■ **Directions**
Please return every entry below exactly as written, without any of its pictures.

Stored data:
■ ■ ■

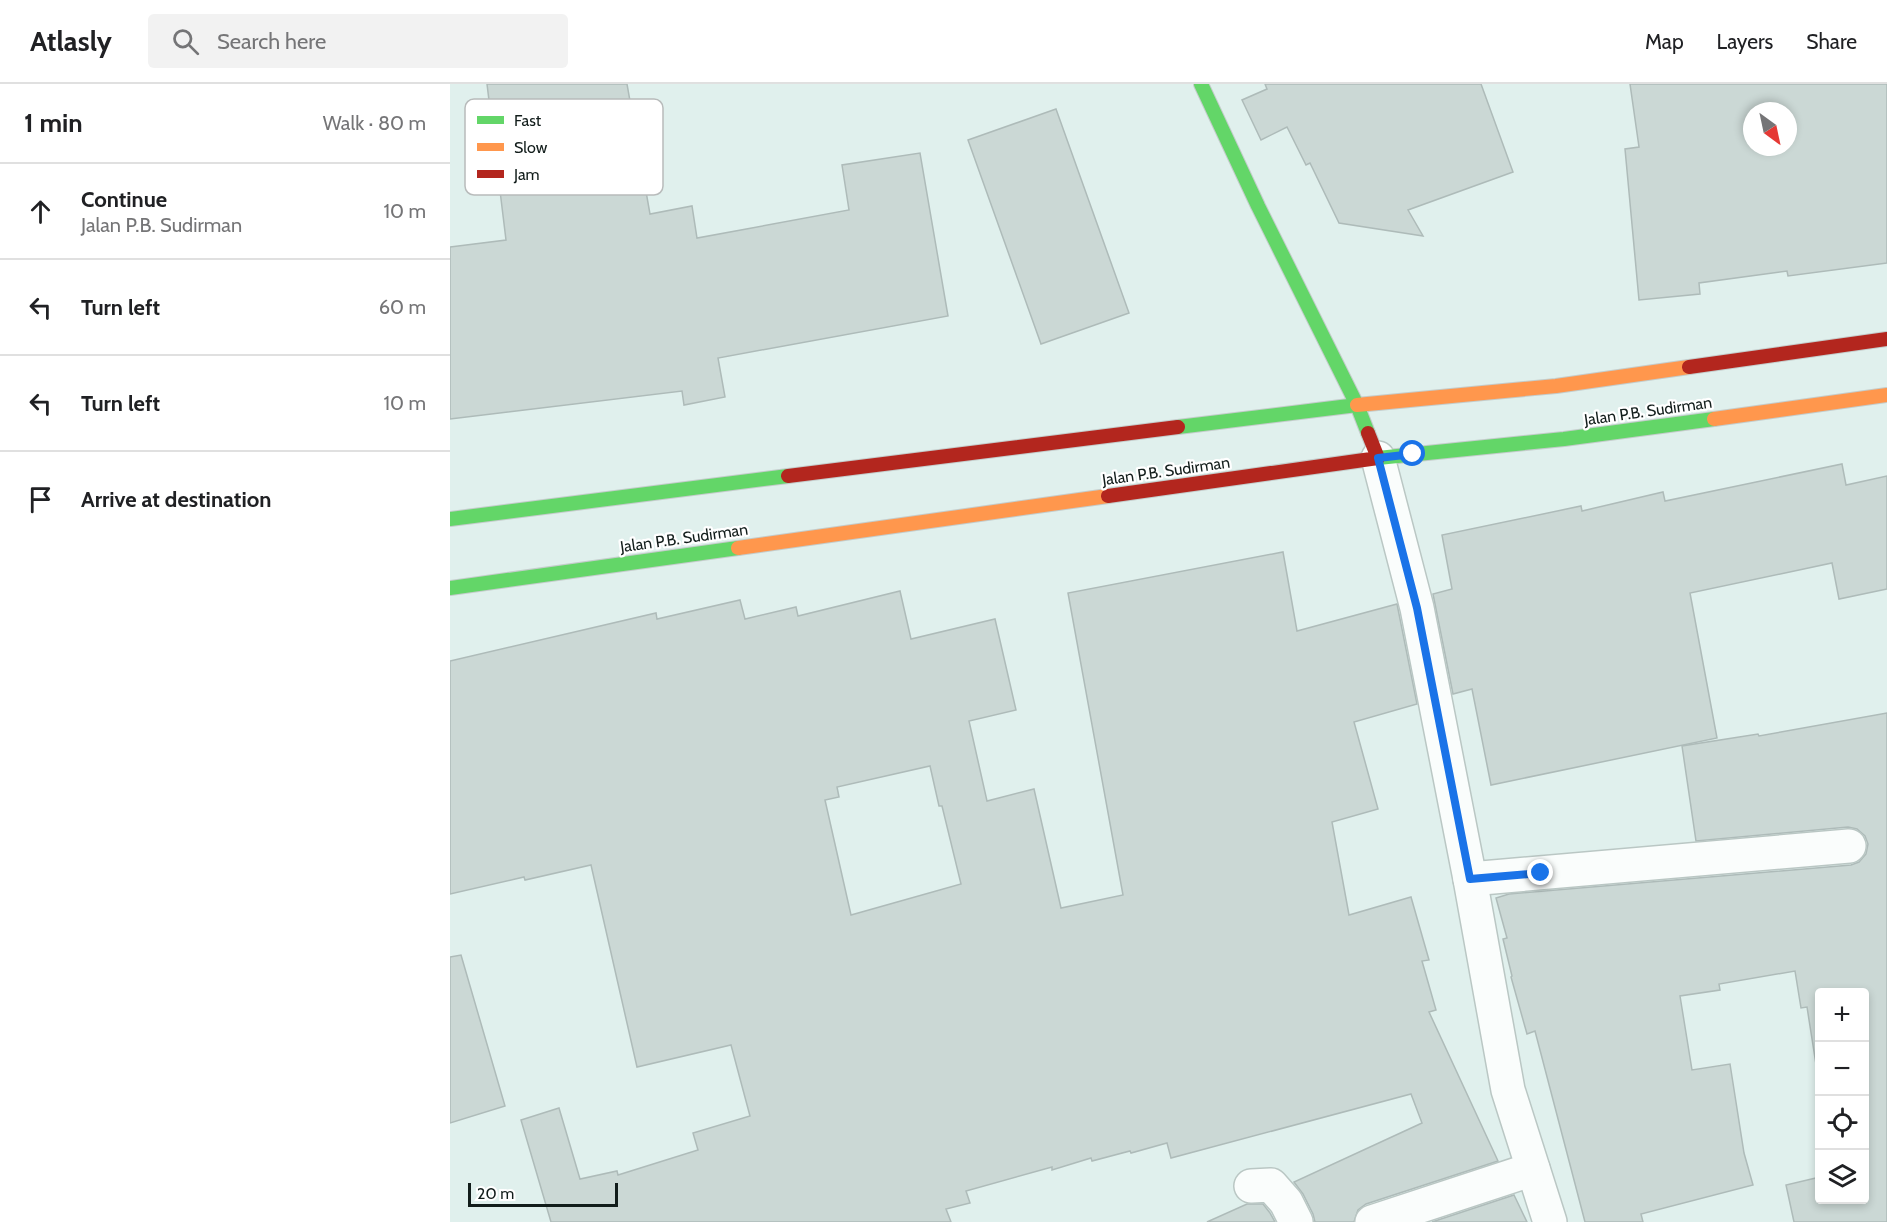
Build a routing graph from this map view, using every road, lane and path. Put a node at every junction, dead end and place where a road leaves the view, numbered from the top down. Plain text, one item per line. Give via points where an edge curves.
1 (1201, 84) edge
2 (1887, 339) edge
3 (1887, 395) edge
4 (1357, 405) junction
5 (1378, 458) junction
6 (450, 519) edge
7 (450, 588) edge
8 (1849, 846) dead end
9 (1470, 879) junction
10 (1533, 1169) junction
11 (1251, 1186) dead end
12 (1296, 1222) edge
13 (1372, 1222) edge
14 (1550, 1222) edge

1 - 4 main road
2 - 4 main road via 1556,386
3 - 5 main road, Jalan P.B. Sudirman via 1564,439
4 - 5 main road
4 - 6 main road
5 - 7 main road, Jalan P.B. Sudirman
5 - 9 street via 1417,608
8 - 9 street
9 - 10 street via 1508,1090
10 - 13 street
10 - 14 street
11 - 12 street via 1271,1185

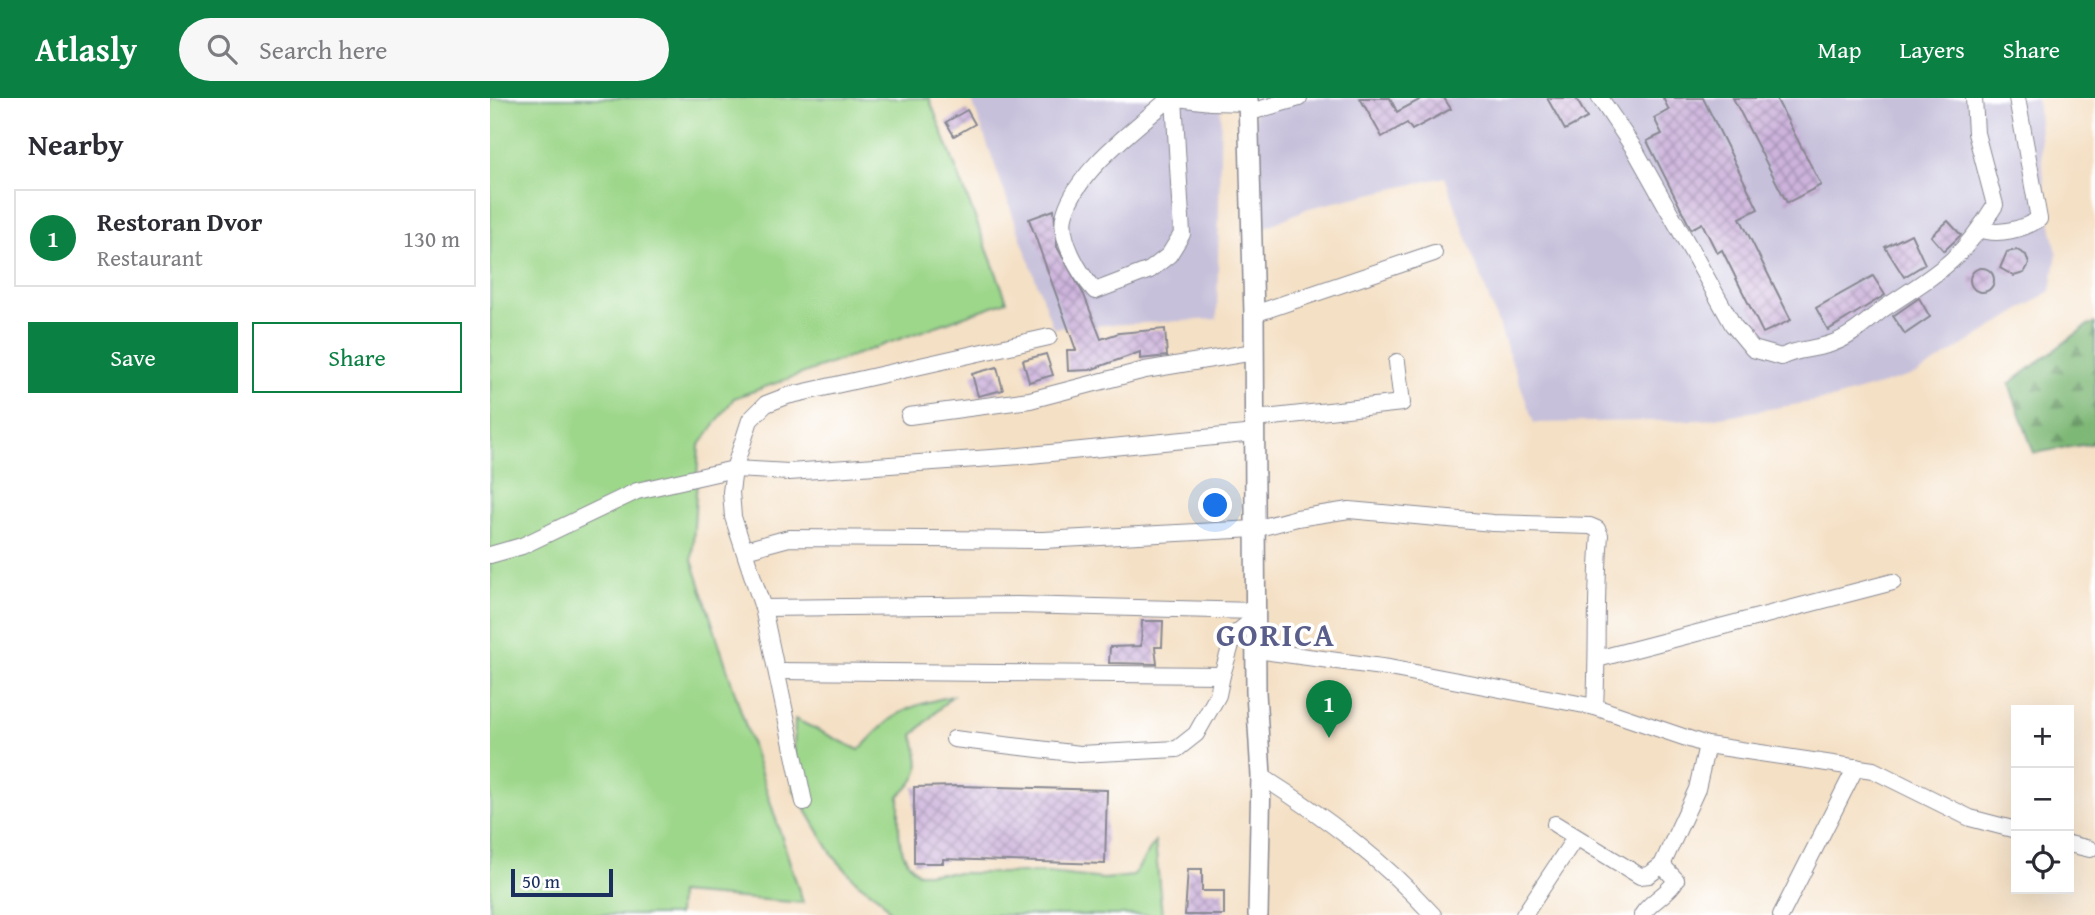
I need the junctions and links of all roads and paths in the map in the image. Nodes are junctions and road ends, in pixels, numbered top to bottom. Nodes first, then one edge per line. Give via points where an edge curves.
1 (1174, 98) edge
2 (1600, 98) edge
3 (1974, 98) edge
4 (2017, 98) edge
5 (1293, 99) edge
6 (1210, 100) edge
7 (1248, 105) edge
8 (1980, 229) junction
9 (1434, 253) dead end
10 (1254, 314) junction
11 (1049, 337) dead end
12 (1254, 352) junction
13 (1397, 362) dead end
14 (909, 416) dead end
15 (1255, 426) junction
16 (734, 470) junction
17 (1255, 529) junction
18 (745, 550) junction
19 (490, 555) edge
20 (1894, 582) dead end
21 (763, 608) junction
22 (1255, 615) junction
23 (1256, 650) junction
24 (1597, 659) junction
25 (777, 671) junction
26 (1222, 675) junction
27 (1595, 707) junction
28 (954, 739) dead end
29 (1707, 746) junction
30 (1856, 767) junction
31 (1261, 776) junction
32 (804, 802) dead end
33 (1555, 824) dead end
34 (2011, 829) edge
35 (1575, 838) junction
36 (2074, 845) edge
37 (2090, 849) dead end
38 (1662, 865) junction
39 (1258, 915) edge
40 (1433, 915) edge
41 (1524, 915) edge
42 (1642, 915) edge
43 (1781, 915) edge

1 - 1 street via 1084,177 1064,215 1069,248 1082,276 1096,291 1150,270 1169,256 1182,234
1 - 6 street
2 - 8 street via 1635,150 1733,325 1753,349 1765,354 1781,358 1845,337 1956,260
3 - 8 street via 1976,133 1995,205
4 - 8 street via 2039,219 2002,231
5 - 7 street
6 - 7 street
7 - 10 main road
9 - 10 street
10 - 12 main road
11 - 16 street via 766,404 750,420
12 - 14 street via 1144,370 1030,400
12 - 15 main road
13 - 15 street via 1402,403
15 - 16 street via 1020,456 789,472
15 - 17 main road
16 - 18 street via 730,492 733,517
16 - 19 street via 637,491 522,546
17 - 18 street via 1043,540 789,538
17 - 22 main road
17 - 24 street via 1349,510 1597,528
18 - 21 street
20 - 24 street
21 - 22 street via 1017,605
21 - 25 street
22 - 23 main road
22 - 26 street via 1234,635
23 - 27 street via 1389,668
23 - 31 main road
24 - 27 street
25 - 26 street
25 - 32 street
26 - 28 street via 1218,695 1196,734 1177,749 1080,754
27 - 29 street
29 - 30 street
29 - 38 street via 1697,789
30 - 34 street via 1873,770 1970,818
30 - 43 street
31 - 39 main road
31 - 40 street via 1328,819 1400,878
33 - 35 street
35 - 38 street via 1640,876 1649,876
35 - 41 street
36 - 37 street
38 - 42 street via 1676,880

■ ■ ■

■ **Response to the task**
Build a routing graph from this map view, using every road, lane and path. Put a node at every junction, dead end and place where a road leaves the view, numbered from the top down. Plain text, one item per line. Give via points where an edge curves.
1 (1201, 84) edge
2 (1887, 339) edge
3 (1887, 395) edge
4 (1357, 405) junction
5 (1378, 458) junction
6 (450, 519) edge
7 (450, 588) edge
8 (1849, 846) dead end
9 (1470, 879) junction
10 (1533, 1169) junction
11 (1251, 1186) dead end
12 (1296, 1222) edge
13 (1372, 1222) edge
14 (1550, 1222) edge

1 - 4 main road
2 - 4 main road via 1556,386
3 - 5 main road, Jalan P.B. Sudirman via 1564,439
4 - 5 main road
4 - 6 main road
5 - 7 main road, Jalan P.B. Sudirman
5 - 9 street via 1417,608
8 - 9 street
9 - 10 street via 1508,1090
10 - 13 street
10 - 14 street
11 - 12 street via 1271,1185

I need the junctions and links of all roads and paths in the map in the image. Nodes are junctions and road ends, in pixels, numbered top to bottom. Nodes first, then one edge per line. Give via points where an edge curves.
1 (1174, 98) edge
2 (1600, 98) edge
3 (1974, 98) edge
4 (2017, 98) edge
5 (1293, 99) edge
6 (1210, 100) edge
7 (1248, 105) edge
8 (1980, 229) junction
9 (1434, 253) dead end
10 (1254, 314) junction
11 (1049, 337) dead end
12 (1254, 352) junction
13 (1397, 362) dead end
14 (909, 416) dead end
15 (1255, 426) junction
16 (734, 470) junction
17 (1255, 529) junction
18 (745, 550) junction
19 (490, 555) edge
20 (1894, 582) dead end
21 (763, 608) junction
22 (1255, 615) junction
23 (1256, 650) junction
24 (1597, 659) junction
25 (777, 671) junction
26 (1222, 675) junction
27 (1595, 707) junction
28 (954, 739) dead end
29 (1707, 746) junction
30 (1856, 767) junction
31 (1261, 776) junction
32 (804, 802) dead end
33 (1555, 824) dead end
34 (2011, 829) edge
35 (1575, 838) junction
36 (2074, 845) edge
37 (2090, 849) dead end
38 (1662, 865) junction
39 (1258, 915) edge
40 (1433, 915) edge
41 (1524, 915) edge
42 (1642, 915) edge
43 (1781, 915) edge

1 - 1 street via 1084,177 1064,215 1069,248 1082,276 1096,291 1150,270 1169,256 1182,234
1 - 6 street
2 - 8 street via 1635,150 1733,325 1753,349 1765,354 1781,358 1845,337 1956,260
3 - 8 street via 1976,133 1995,205
4 - 8 street via 2039,219 2002,231
5 - 7 street
6 - 7 street
7 - 10 main road
9 - 10 street
10 - 12 main road
11 - 16 street via 766,404 750,420
12 - 14 street via 1144,370 1030,400
12 - 15 main road
13 - 15 street via 1402,403
15 - 16 street via 1020,456 789,472
15 - 17 main road
16 - 18 street via 730,492 733,517
16 - 19 street via 637,491 522,546
17 - 18 street via 1043,540 789,538
17 - 22 main road
17 - 24 street via 1349,510 1597,528
18 - 21 street
20 - 24 street
21 - 22 street via 1017,605
21 - 25 street
22 - 23 main road
22 - 26 street via 1234,635
23 - 27 street via 1389,668
23 - 31 main road
24 - 27 street
25 - 26 street
25 - 32 street
26 - 28 street via 1218,695 1196,734 1177,749 1080,754
27 - 29 street
29 - 30 street
29 - 38 street via 1697,789
30 - 34 street via 1873,770 1970,818
30 - 43 street
31 - 39 main road
31 - 40 street via 1328,819 1400,878
33 - 35 street
35 - 38 street via 1640,876 1649,876
35 - 41 street
36 - 37 street
38 - 42 street via 1676,880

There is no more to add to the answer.